Ok, well, that's something at least. I'll try to reproduce it so we can
keep track of it.
>> I acknowledge the situation you describe, but with multifd there's
>> usually an issue in cleanup paths. Let's make sure we flushed those out
>> before adding this new semaphore.
>
> Indeed, I was not keen on adding yet another semaphore either.
> I think there are multiple bugs here, some of them overlap and some don't.
> There is also your and Peter's previous work that I was not aware of to
> fix those and to clean up the code.
>
> Maybe we can take it one step at a time, pushing your series first,
> cleaning the code and fixing some bugs.
> Then we can see what bugs are left (if any) and fix them. It might even
> be easier to fix after the cleanups.
>
>> This is similar to an issue Peter was addressing where we missed calling
>> multifd_send_termiante_threads() in the multifd_channel_connect() path:
>>
>> patch 4 in this
>> https://lore.kernel.org/r/20231022201211.452861-1-peterx@redhat.com
>
> What issue are you referring here? Can you elaborate?
Oh, I just realised that series doesn't address any particular bug. But
my point is that including a call to multifd_send_terminate_threads() at
new_send_channel_cleanup might be all that's needed because that has
code to cause the channels and the migration thread to end.
> The main issue I am trying to fix in my patch is that we don't wait for
> all multifd channels to be created/error out before tearing down
> multifd resources in mulitfd_save_cleanup().
Ok, let me take a step back and ask why is this not solved by
multifd_save_cleanup() -> qemu_thread_join()? I see you moved
p->running=true to *after* the thread creation in patch 4. That will
always leave a gap where p->running == false but the thread is already
running.
>
>>> Thread | Code execution
>>> ------------------------------------------------------------------------
>>> Multifd 1 |
>>> | multifd_new_send_channel_async (errors and quits)

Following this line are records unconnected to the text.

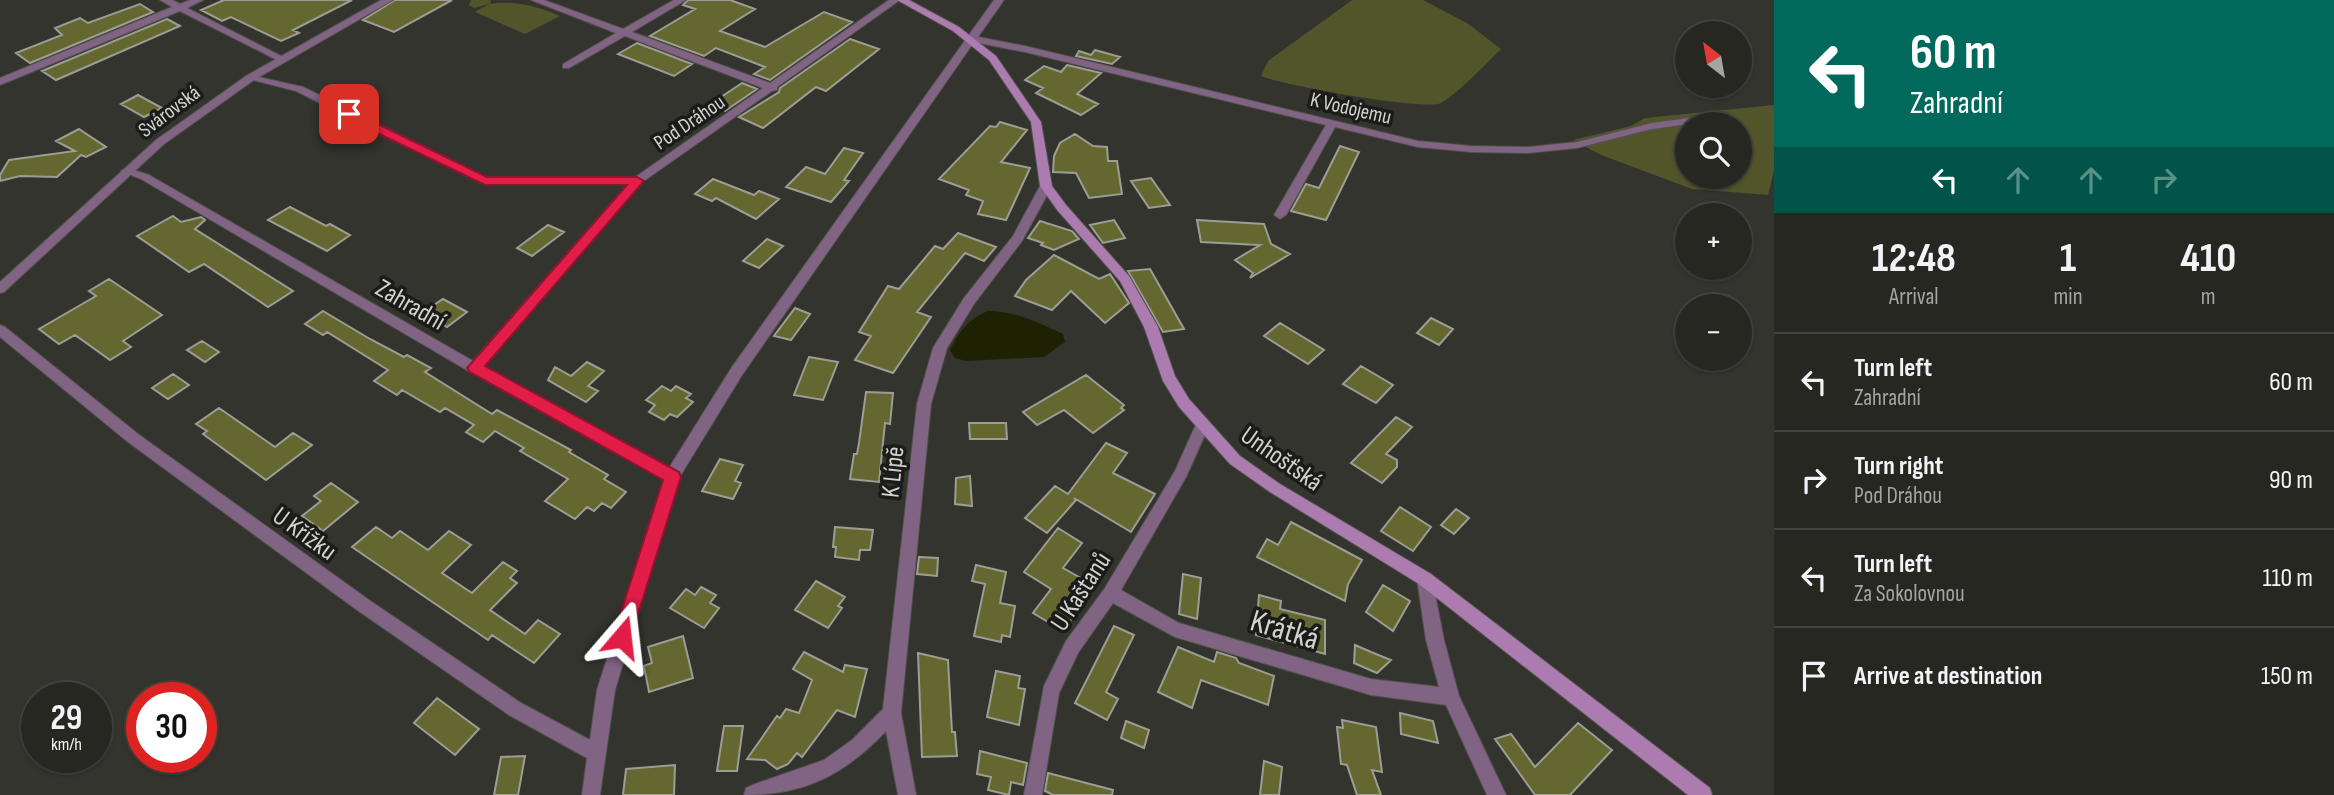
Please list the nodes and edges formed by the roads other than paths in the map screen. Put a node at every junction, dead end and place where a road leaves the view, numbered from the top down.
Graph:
1 (165, 0) edge
2 (198, 0) edge
3 (388, 0) edge
4 (536, 0) edge
5 (681, 0) edge
6 (895, 0) edge
7 (902, 0) edge
8 (999, 0) edge
9 (180, 8) junction
10 (624, 33) junction
11 (972, 39) junction
12 (282, 59) junction
13 (566, 66) dead end
14 (250, 78) junction
15 (0, 82) edge
16 (773, 88) junction
17 (1332, 123) junction
18 (1675, 123) edge
19 (127, 171) junction
20 (637, 181) junction
21 (1046, 186) junction
22 (1280, 215) dead end
23 (0, 289) edge
24 (0, 330) edge
25 (475, 368) junction
26 (1202, 426) junction
27 (673, 477) junction
28 (1425, 579) junction
29 (1111, 593) junction
30 (1451, 697) junction
31 (892, 713) junction
32 (596, 753) junction
33 (591, 795) edge
34 (753, 795) edge
35 (907, 795) edge
36 (1033, 795) edge
37 (1497, 795) edge
38 (1703, 795) edge

1 - 9 street
2 - 9 street
3 - 12 street, Svárovská
4 - 10 street
5 - 10 street
6 - 16 street, Pod Dráhou
7 - 11 main road, Unhošťská
8 - 11 street
9 - 12 street
9 - 15 street
10 - 13 street
10 - 16 street
11 - 17 street, K Vodojemu
11 - 21 main road, Unhošťská
11 - 27 street
12 - 14 street, Svárovská
14 - 19 street, Svárovská
14 - 20 street
16 - 20 street, Pod Dráhou
17 - 18 street, K Vodojemu
17 - 22 street
19 - 23 street, Svárovská
19 - 25 street, Zahradní
20 - 25 street, Pod Dráhou
21 - 26 main road, Unhošťská
21 - 31 street, K Lípě
24 - 32 street, U Křížku
25 - 27 street, Zahradní
26 - 28 main road, Unhošťská
26 - 29 street, U Kaštanů
27 - 32 street
28 - 30 street
28 - 38 main road, Unhošťská
29 - 30 street, Krátká
29 - 36 street, U Kaštanů
30 - 37 street
31 - 34 street
31 - 35 street, K Lípě
32 - 33 street

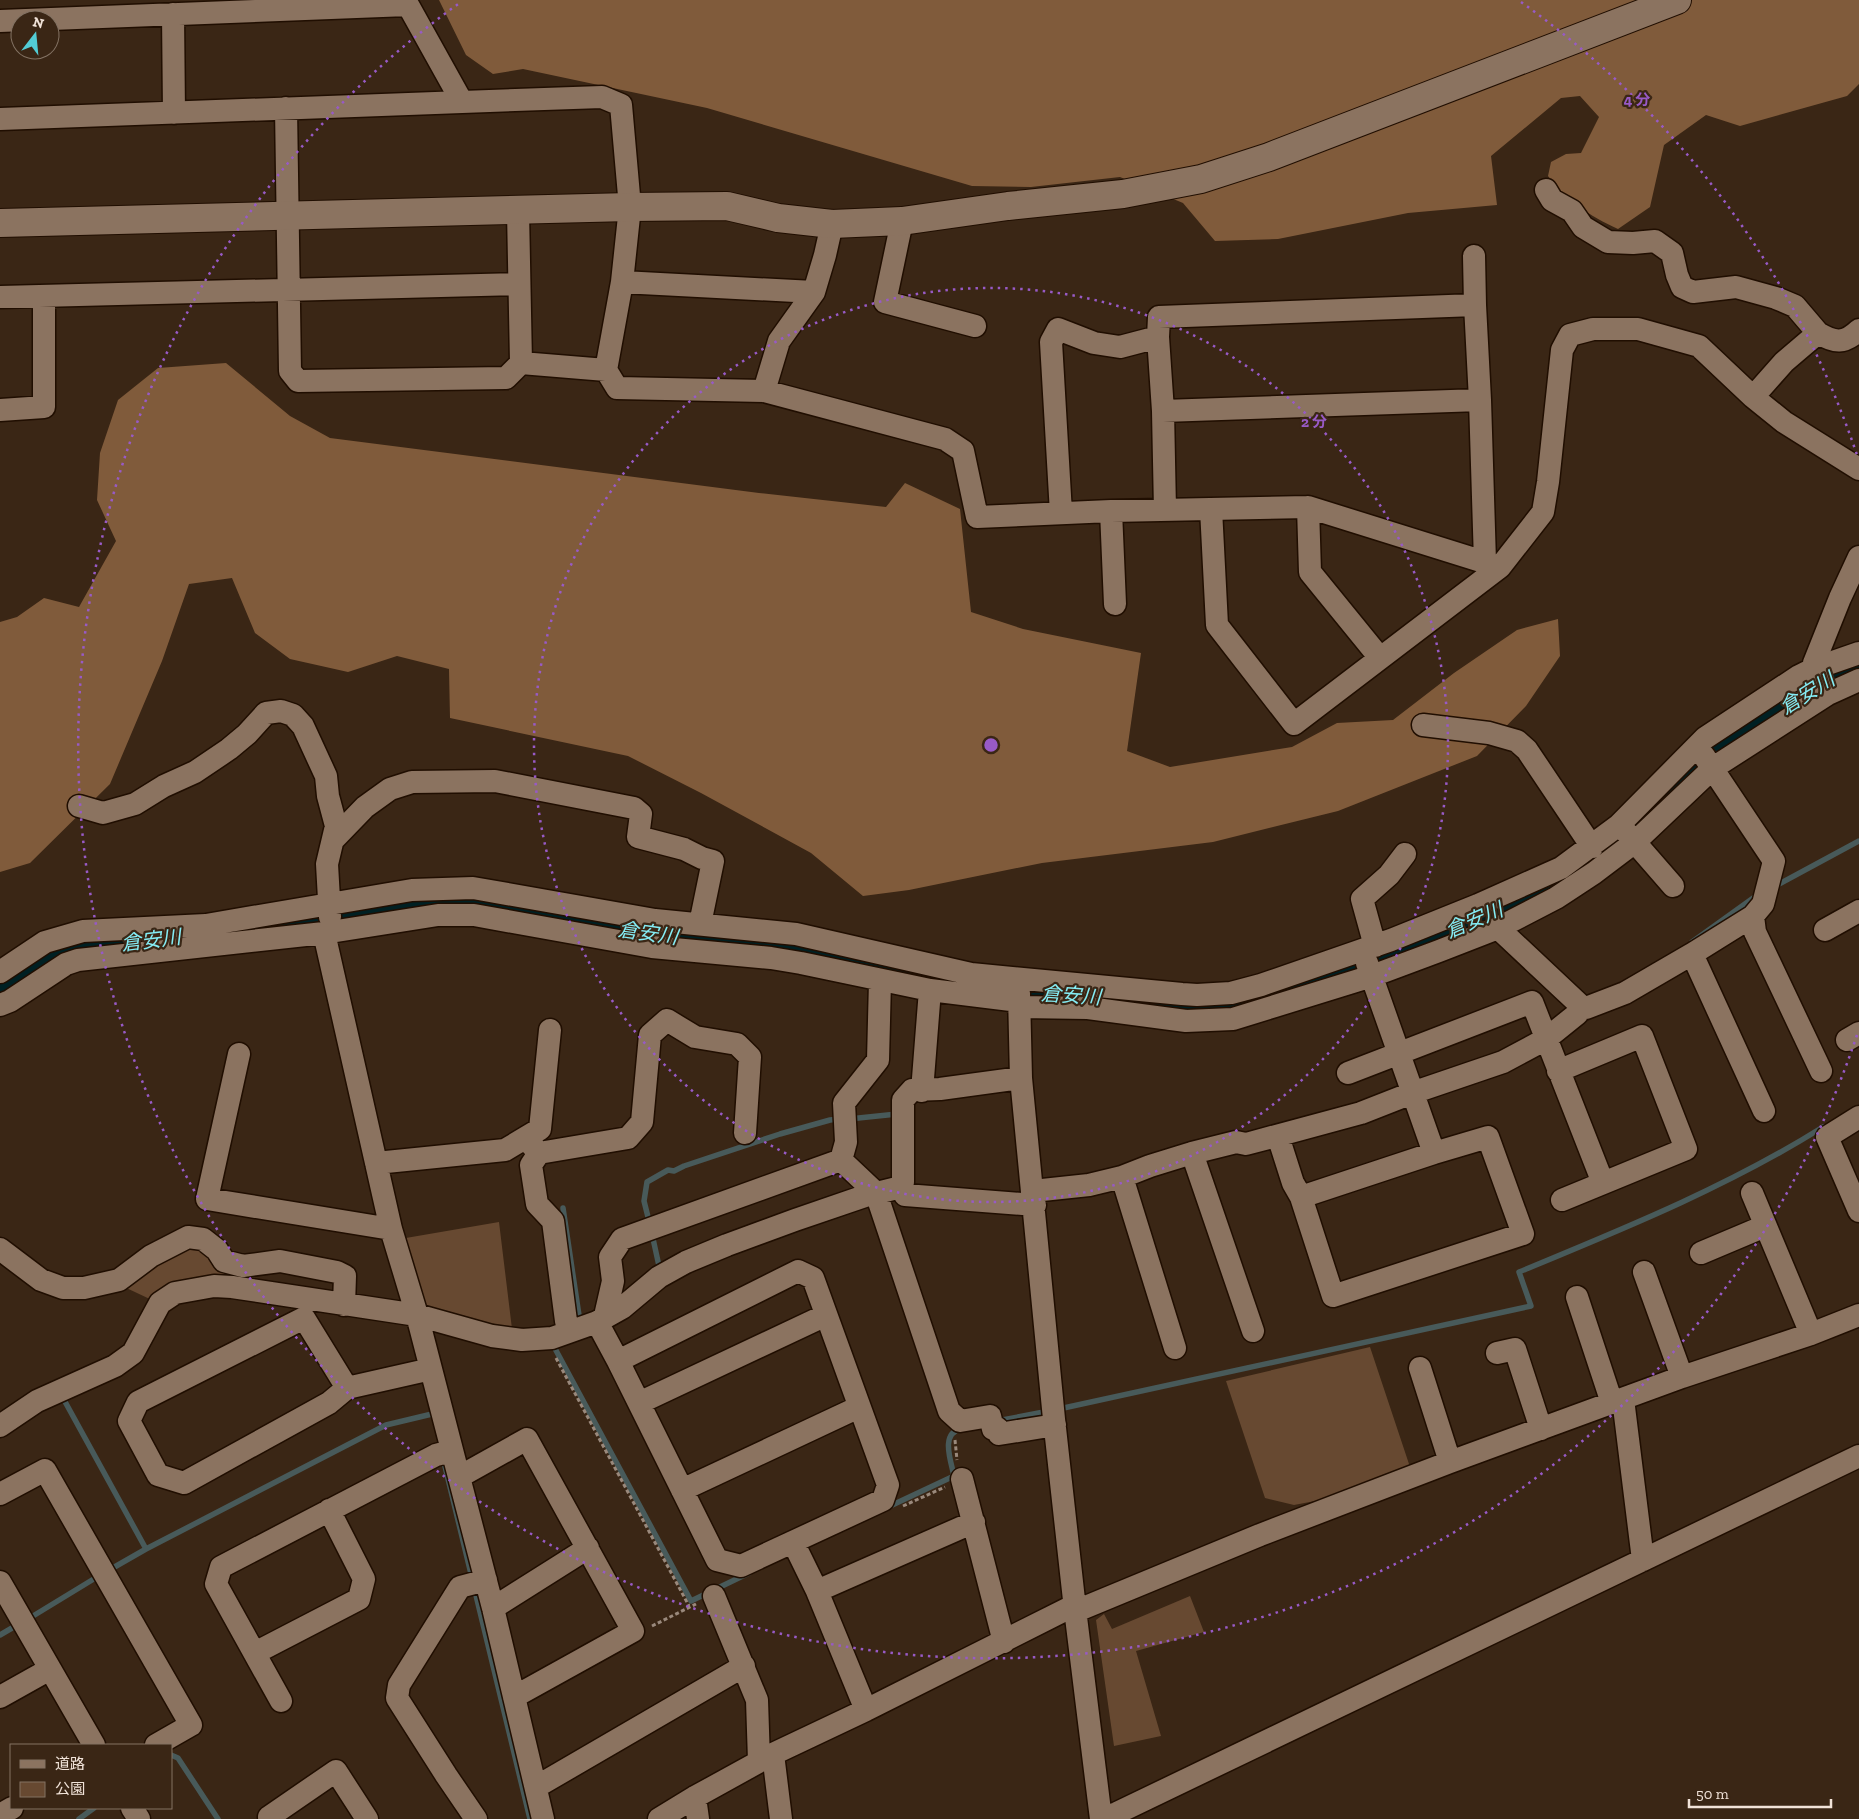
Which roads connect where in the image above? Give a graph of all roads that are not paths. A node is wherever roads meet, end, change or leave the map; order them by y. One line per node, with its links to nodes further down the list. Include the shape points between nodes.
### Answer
1 (1677, 0): 14 (street, via 1269,157 1201,179 1123,194)
2 (406, 3): 4 (street); 6 (street)
3 (88, 9): 4 (street); 5 (street)
4 (173, 14): 8 (street)
5 (0, 21)
6 (462, 102): 7 (street); 11 (street, via 602,97 621,105)
7 (286, 108): 8 (street); 13 (street)
8 (174, 112): 9 (street)
9 (0, 119)
10 (1546, 190): 27 (street, via 1552,200 1572,211 1583,227 1608,242 1655,241 1672,253 1682,287 1693,292 1736,287 1776,298 1795,306)
11 (630, 207): 12 (street); 16 (street, via 727,206 778,218); 18 (street)
12 (518, 210): 13 (street); 19 (street)
13 (289, 215): 15 (street); 20 (street)
14 (902, 221): 16 (street); 25 (street, via 885,302)
15 (0, 223)
16 (832, 224): 21 (street)
17 (1474, 256): 24 (street)
18 (622, 282): 21 (street); 30 (street)
19 (519, 284): 20 (street); 29 (street)
20 (289, 290): 22 (street); 29 (street, via 290,371 298,382 506,378)
21 (814, 292): 31 (street, via 779,341)
22 (44, 296): 23 (street); 34 (street, via 44,407)
23 (0, 297)
24 (1475, 305): 28 (street, via 1159,317); 33 (street)
25 (975, 326)
26 (1859, 330): 27 (street, via 1839,341)
27 (1818, 333): 32 (street, via 1784,362)
28 (1158, 337): 35 (street); 41 (street, via 1120,347 1094,343 1058,328 1051,342)
29 (521, 363): 30 (street)
30 (606, 370): 31 (street, via 616,388)
31 (764, 391): 41 (street, via 945,439 963,452 977,517)
32 (1753, 397): 36 (street, via 1784,422); 43 (street, via 1699,346 1638,329 1593,329 1570,335 1562,350 1543,512)
33 (1480, 400): 35 (street); 43 (street)
34 (0, 410)
35 (1163, 411): 39 (street)
36 (1859, 469)
37 (1308, 507): 38 (street); 43 (street); 46 (street, via 1310,572)
38 (1211, 509): 39 (street); 46 (street, via 1217,625 1294,724)
39 (1165, 510): 40 (street)
40 (1111, 511): 41 (street); 44 (street)
41 (1061, 513)
42 (1859, 557): 48 (street, via 1840,598)
43 (1492, 564): 46 (street)
44 (1115, 604)
45 (1859, 653): 48 (street)
46 (1380, 658)
47 (1859, 680): 48 (street)
48 (1821, 682): 50 (street); 50 (street, via 1799,676)
49 (1423, 726): 54 (street, via 1489,733 1517,741 1527,750)
50 (1707, 753): 52 (street); 52 (street); 59 (street, via 1774,861 1763,904)
51 (80, 806): 53 (street, via 103,812 135,804 195,772 247,734 266,713 281,711 293,714 303,726 326,776 336,826)
52 (1627, 834): 54 (street); 56 (street); 61 (street, via 1594,873 1556,898)
53 (333, 840): 57 (street, via 328,864); 60 (street, via 365,807 390,789 412,782 495,782 634,808 641,814 638,836 713,861)
54 (1592, 847): 65 (street, via 1561,868)
55 (1405, 854): 65 (street, via 1389,875 1362,899)
56 (1673, 886)
57 (330, 903): 60 (street, via 412,890 473,888 655,920); 63 (street); 66 (street, via 206,924 83,931 45,942)
58 (1859, 911): 62 (street)
59 (1753, 916): 64 (street); 79 (street, via 1755,932)
60 (700, 924): 69 (street, via 796,934)
61 (1498, 928): 65 (street); 73 (street)
62 (1825, 930)
63 (327, 932): 68 (street, via 438,915 474,915 652,947 794,962); 72 (street, via 78,960 66,964); 92 (street)
64 (1692, 954): 73 (street, via 1636,988); 84 (street)
65 (1369, 960): 67 (street, via 1231,993 1214,994 1182,994); 71 (street, via 1233,1019 1186,1021 1088,1008); 76 (street)
66 (0, 972)
67 (1018, 978): 69 (street); 71 (street)
68 (880, 981): 70 (street); 91 (street, via 878,1060 844,1103 846,1142)
69 (962, 983): 70 (street); 71 (street)
70 (930, 990): 82 (street)
71 (1019, 1004): 81 (street)
72 (0, 1005)
73 (1582, 1008): 75 (street)
74 (550, 1030): 88 (street, via 540,1129)
75 (1546, 1039): 76 (street, via 1532,1002); 78 (street); 83 (street, via 1503,1062)
76 (1400, 1053): 80 (street); 83 (street)
77 (239, 1054): 103 (street, via 207,1199)
78 (1558, 1071): 94 (street); 94 (street, via 1642,1036 1646,1044 1686,1149)
79 (1821, 1071)
80 (1348, 1073)
81 (1021, 1078): 82 (street); 97 (street)
82 (922, 1091): 95 (street, via 912,1090 903,1100)
83 (1413, 1097): 87 (street); 90 (street)
84 (1764, 1110)
85 (1859, 1117): 101 (street, via 1827,1137)
86 (745, 1133): 88 (street, via 750,1057 737,1044 695,1038 667,1020 650,1035 642,1122 628,1138)
87 (1278, 1136): 89 (street); 99 (street, via 1293,1183)
88 (532, 1146): 92 (street); 115 (street, via 531,1165 537,1204 553,1220)
89 (1192, 1153): 93 (street, via 1150,1166); 116 (street)
90 (1434, 1153): 99 (street); 99 (street, via 1488,1137 1523,1234 1333,1296)
91 (841, 1160): 98 (street); 110 (street, via 622,1239 610,1256 613,1281)
92 (376, 1163): 103 (street)
93 (1123, 1182): 97 (street); 118 (street)
94 (1603, 1182): 100 (street)
95 (901, 1187): 97 (street, via 905,1194); 98 (street)
96 (1752, 1193): 102 (street)
97 (1037, 1194): 128 (street)
98 (877, 1197): 110 (street, via 786,1223 686,1262 659,1277 622,1308); 128 (street, via 950,1411 960,1421 990,1416 993,1429 997,1428 999,1434)
99 (1301, 1197)
100 (1562, 1200)
101 (1859, 1211)
102 (1765, 1226): 105 (street); 117 (street)
103 (391, 1229): 111 (street)
104 (0, 1249): 109 (street, via 41,1280 63,1288 84,1288 118,1280 151,1256 188,1237 203,1239 217,1250 224,1261 243,1266 280,1261 337,1272 345,1276)
105 (1701, 1253)
106 (1644, 1272): 123 (street)
107 (288, 1296): 109 (street); 114 (street); 129 (street, via 214,1286 175,1293 160,1303 132,1353 115,1366 37,1401)
108 (1577, 1297): 125 (street)
109 (344, 1305): 111 (street)
110 (604, 1314): 111 (street, via 552,1338 522,1340 492,1336); 120 (street)
111 (417, 1315): 122 (street)
112 (826, 1315): 120 (street, via 813,1278 798,1272); 126 (street); 127 (street)
113 (1859, 1315): 117 (street)
114 (304, 1318): 124 (street); 124 (street, via 138,1402 129,1421 158,1475 184,1483 329,1403)
115 (566, 1321)
116 (1253, 1331)
117 (1811, 1334): 123 (street)
118 (1176, 1348)
119 (1497, 1353): 130 (street, via 1515,1349)
120 (618, 1360): 126 (street)
121 (1420, 1368): 133 (street)
122 (424, 1371): 124 (street); 131 (street)
123 (1682, 1377): 125 (street)
124 (347, 1388)
125 (1618, 1401): 130 (street); 142 (street)
126 (639, 1403): 136 (street)
127 (859, 1407): 136 (street); 140 (street, via 888,1484 883,1500)
128 (1054, 1416): 148 (street)
129 (0, 1426)
130 (1541, 1429): 133 (street)
131 (444, 1453): 134 (street); 138 (street)
132 (1859, 1456): 142 (street)
133 (1450, 1462): 148 (street)
134 (459, 1477): 141 (street, via 527,1439); 144 (street)
135 (962, 1479): 139 (street)
136 (682, 1490): 140 (street, via 717,1560 741,1566)
137 (0, 1494): 158 (street, via 45,1470 191,1725)
138 (329, 1510): 150 (street, via 364,1579 359,1599); 150 (street, via 222,1567 216,1584)
139 (974, 1522): 145 (street); 149 (street)
140 (793, 1542): 145 (street)
141 (588, 1548): 147 (street); 154 (street, via 632,1632)
142 (1643, 1560): 162 (street)
143 (0, 1582): 152 (street)
144 (477, 1582): 147 (street); 165 (street, via 460,1587 400,1685 397,1698)
145 (817, 1591): 156 (street)
146 (714, 1596): 151 (street)
147 (493, 1608): 154 (street)
148 (1075, 1609): 149 (street, via 1068,1609); 162 (street)
149 (1004, 1642): 156 (street)
150 (255, 1653): 155 (street)
151 (744, 1666): 159 (street, via 757,1700); 160 (street)
152 (50, 1668): 153 (street); 157 (street)
153 (0, 1697)
154 (514, 1697): 160 (street)
155 (281, 1701)
156 (866, 1710): 159 (street)
157 (93, 1744)
158 (158, 1744)
159 (766, 1758): 161 (street); 169 (street)
160 (536, 1787): 166 (street)
161 (695, 1797): 167 (street); 168 (street)
162 (1103, 1815)
163 (271, 1819): 164 (street, via 269,1816 336,1771)
164 (367, 1819)
165 (476, 1819)
166 (543, 1819)
167 (659, 1819)
168 (698, 1819)
169 (781, 1819)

>>> | multifd_new_send_channel_cleanup
>>> |
>>> Migration thread |
>>> | qemu_savevm_state_setup
>>> | ram_save_setup
>>> | multifd_send_sync_main
>>> | (detects Multifd 1 error and quits)
>>> | [...]
>>> | migration_iteration_finish
>>> | migrate_fd_cleanup_schedule
>>> |
>>> Main thread |
>>> | migrate_fd_cleanup
>>> | multifd_save_cleanup (destroys Multifd 2 resources)
>>> |
>>> Multifd 2 |
>>> | multifd_new_send_channel_async
>>> | (accesses destroyed resources, segfault)
>>>
>>> In another scenario, migration can hang indefinitely:
>>> 1. Main migration thread reaches multifd_send_sync_main() and waits on
>>> the semaphores.
>>> 2. Then, all multifd channels creation fails, so they post the
>>> semaphores and quit.
>>> 3. Main migration channel will not identify the error, proceed to send
>>> pages and will hang.
>>>
>>> Fix it by waiting for all multifd channels to be created before
>>> proceeding with migration.
>>>
>>> Signed-off-by: Avihai Horon <avihaih@nvidia.com>
>>> ---
>>> migration/multifd.h | 3 +++
>>> migration/migration.c | 1 +
>>> migration/multifd.c | 34 +++++++++++++++++++++++++++++++---
>>> migration/ram.c | 7 +++++++
>>> 4 files changed, 42 insertions(+), 3 deletions(-)
>>>
>>> diff --git a/migration/multifd.h b/migration/multifd.h
>>> index 35d11f103c..87a64e0a87 100644
>>> --- a/migration/multifd.h
>>> +++ b/migration/multifd.h
>>> @@ -23,6 +23,7 @@ void multifd_recv_new_channel(QIOChannel *ioc, Error **errp);
>>> void multifd_recv_sync_main(void);
>>> int multifd_send_sync_main(void);
>>> int multifd_queue_page(RAMBlock *block, ram_addr_t offset);
>>> +int multifd_send_channels_created(void);
>>>
>>> /* Multifd Compression flags */
>>> #define MULTIFD_FLAG_SYNC (1 << 0)
>>> @@ -86,6 +87,8 @@ typedef struct {
>>> /* multifd flags for sending ram */
>>> int write_flags;
>>>
>>> + /* Syncs channel creation and migration thread */
>>> + QemuSemaphore create_sem;
>>> /* sem where to wait for more work */
>>> QemuSemaphore sem;
>>> /* syncs main thread and channels */
>>> diff --git a/migration/migration.c b/migration/migration.c
>>> index 9c769a1ecd..d81d96eaa5 100644
>>> --- a/migration/migration.c
>>> +++ b/migration/migration.c
>>> @@ -3621,6 +3621,7 @@ void migrate_fd_connect(MigrationState *s, Error *error_in)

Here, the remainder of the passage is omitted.